Captions become more condensed and I say much more using fewer words. Speaking has become a physically tiring act, so I have decided to only speak when I wish to. I used to speak for the sake of filling silence, draining myself so others could feel more comfortable knowing they’re not boring or whatever. I have decided to let my presence be enough, to be gifted someone’s presence and time should already be a sign that you are worthy.
I have never really been much of a talker, although I do enjoy to converse depending on the topic, the people etc.. Enough of meaningless conversations with people who aren’t really listening and more substantial ones with those who find you fruitful when you are simply “being”. Everyone seems to be immersed into the idea that being quiet isn’t normal, being a big talker gets you that promotion, gets you the teachers attention, gives you the title of the funny guy amongst the family, nothing is ever wrong with the one who talks too much, except just that.. but in a funny way.

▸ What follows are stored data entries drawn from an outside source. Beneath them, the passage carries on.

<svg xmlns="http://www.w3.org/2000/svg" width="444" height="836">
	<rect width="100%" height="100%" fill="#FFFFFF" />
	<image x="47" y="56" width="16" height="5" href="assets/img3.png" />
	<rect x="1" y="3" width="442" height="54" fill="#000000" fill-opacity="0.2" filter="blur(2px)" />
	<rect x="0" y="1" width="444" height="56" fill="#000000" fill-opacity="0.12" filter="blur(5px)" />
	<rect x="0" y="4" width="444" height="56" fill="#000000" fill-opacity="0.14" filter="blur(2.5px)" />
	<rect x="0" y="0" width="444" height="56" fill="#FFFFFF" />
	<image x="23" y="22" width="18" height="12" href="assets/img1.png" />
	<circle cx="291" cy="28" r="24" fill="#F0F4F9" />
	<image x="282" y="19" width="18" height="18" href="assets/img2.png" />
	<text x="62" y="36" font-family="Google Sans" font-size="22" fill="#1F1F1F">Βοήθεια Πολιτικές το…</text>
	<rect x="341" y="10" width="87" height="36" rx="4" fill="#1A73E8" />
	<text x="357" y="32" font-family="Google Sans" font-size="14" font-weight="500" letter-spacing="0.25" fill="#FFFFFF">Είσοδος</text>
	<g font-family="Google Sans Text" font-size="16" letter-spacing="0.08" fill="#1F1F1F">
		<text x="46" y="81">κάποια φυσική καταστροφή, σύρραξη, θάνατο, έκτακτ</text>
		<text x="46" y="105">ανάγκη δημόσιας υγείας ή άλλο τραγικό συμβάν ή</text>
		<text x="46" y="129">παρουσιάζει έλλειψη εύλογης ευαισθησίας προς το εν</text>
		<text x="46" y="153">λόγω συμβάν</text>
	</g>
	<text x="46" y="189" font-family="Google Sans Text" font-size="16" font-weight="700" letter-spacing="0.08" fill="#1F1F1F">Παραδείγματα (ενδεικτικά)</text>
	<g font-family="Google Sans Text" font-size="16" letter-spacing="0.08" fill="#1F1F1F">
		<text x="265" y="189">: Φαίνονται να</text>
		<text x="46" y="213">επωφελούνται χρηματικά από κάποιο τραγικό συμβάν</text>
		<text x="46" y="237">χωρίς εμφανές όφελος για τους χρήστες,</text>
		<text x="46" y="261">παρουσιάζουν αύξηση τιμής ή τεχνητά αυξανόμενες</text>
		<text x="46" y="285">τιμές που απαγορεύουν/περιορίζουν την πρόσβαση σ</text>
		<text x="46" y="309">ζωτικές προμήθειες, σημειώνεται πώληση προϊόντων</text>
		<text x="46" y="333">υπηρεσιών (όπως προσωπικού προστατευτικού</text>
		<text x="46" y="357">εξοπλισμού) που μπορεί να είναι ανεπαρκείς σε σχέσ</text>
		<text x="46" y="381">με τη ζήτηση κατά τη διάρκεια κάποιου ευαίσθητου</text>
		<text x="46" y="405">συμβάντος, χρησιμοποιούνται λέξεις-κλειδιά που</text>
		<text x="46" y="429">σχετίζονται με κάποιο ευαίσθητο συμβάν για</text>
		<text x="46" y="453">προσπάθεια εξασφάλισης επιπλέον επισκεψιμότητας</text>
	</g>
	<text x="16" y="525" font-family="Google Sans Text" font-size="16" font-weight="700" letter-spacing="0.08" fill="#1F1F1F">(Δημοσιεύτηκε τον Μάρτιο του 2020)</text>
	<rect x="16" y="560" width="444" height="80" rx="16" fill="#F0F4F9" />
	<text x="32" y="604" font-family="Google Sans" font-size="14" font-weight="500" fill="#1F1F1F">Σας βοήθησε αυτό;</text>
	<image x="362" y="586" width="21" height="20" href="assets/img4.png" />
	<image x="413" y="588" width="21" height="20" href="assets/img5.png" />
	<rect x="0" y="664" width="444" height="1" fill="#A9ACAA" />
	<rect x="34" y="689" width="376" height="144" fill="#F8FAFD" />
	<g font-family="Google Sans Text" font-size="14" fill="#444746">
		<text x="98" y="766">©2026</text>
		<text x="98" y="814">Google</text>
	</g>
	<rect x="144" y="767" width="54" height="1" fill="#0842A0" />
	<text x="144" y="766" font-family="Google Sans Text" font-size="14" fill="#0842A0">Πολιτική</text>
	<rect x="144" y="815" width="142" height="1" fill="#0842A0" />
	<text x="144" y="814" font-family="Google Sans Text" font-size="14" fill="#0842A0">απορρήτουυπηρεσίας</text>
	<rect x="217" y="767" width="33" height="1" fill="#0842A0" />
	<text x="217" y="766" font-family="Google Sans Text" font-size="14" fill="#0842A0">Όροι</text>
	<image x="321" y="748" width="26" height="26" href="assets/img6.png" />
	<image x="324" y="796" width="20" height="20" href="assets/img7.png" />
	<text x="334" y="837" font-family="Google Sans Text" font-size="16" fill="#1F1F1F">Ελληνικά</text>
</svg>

Turn to the quiet one now and you will notice that people with often sweep them to the side, subconsciously asking if there is something wrong with them even though they are just as content observing.
- Yes. Big talker + crappy listener
- Yes please. Big talker + selective listener
- Nope. Selective mutism + good listener
- Hell no. Quiet + good listener
Yet people not listening enough or not at all is a common complaint, withal we continuously praise the ones whom talk without listening. When in my presence, I have noticed big talkers becoming quiet since I don’t force them to. Maybe many big talkers are hidden introverts waiting for someone to simply remind them to settle down.
One of my key findings whilst travelling around Vietnam is that although many things change from city-to-city, the peoples’ observant nature is constant. Back in the West, having a “straight face” is deemed “bitchy”, unsettling for the unsettled spirit. However, the Vietnamese have a natural resting face that flows from person to person and I didn’t mind it at all, it was quite relieving in fact. Elders perched barefoot in front of their open homes, sometimes in groups of 2-4 if not alone, observing passers-by. I’d snigger as tourists would express how offended they were by the Hoianese, I assume they didn’t know how to receive their genuine nature, coming from continents where fake smiles and laughs are a thing.
I found the Hoianese to be friendly and genuine people. For you to see that, one must be kind and not force your ways unto them, it’s not pleasant and they can naturally sense “fake”. They are welcoming and warm, so you too must be welcoming, once you begin to treat each of them as your friend, their homes become your home, their children will treat you like a cousin they haven’t seen in a while and the elderly will laugh/smile with you.
Majority of them can speak English, so it was quite interesting to witness English speaking tourists adjust their speech as they would if verbally speaking to a deaf 1 year old, too ignorant to notice they are the only monolingual in that one-way conversation. Speak to them as you would a friend and if they wish, they will ask you to speak slower depending on their level of English. Wouldn’t hurt to ask them to teach you a bit of their language too.
Too often we forget communication isn’t always vocal, it’s about listening attentively, paying attention to micro-expressions, knowing what the other wants to say without saying anything at all, it’s about how empathetic you are and sensitive to others’ emotions, it’s about calibrating your touch to match their needs.
Step out of yourself to experience the world through Gods’ eyes. Seeing everyone as an individual, who says your way is the best way? Who says the Western way is the best way? Let yourself be so others can be.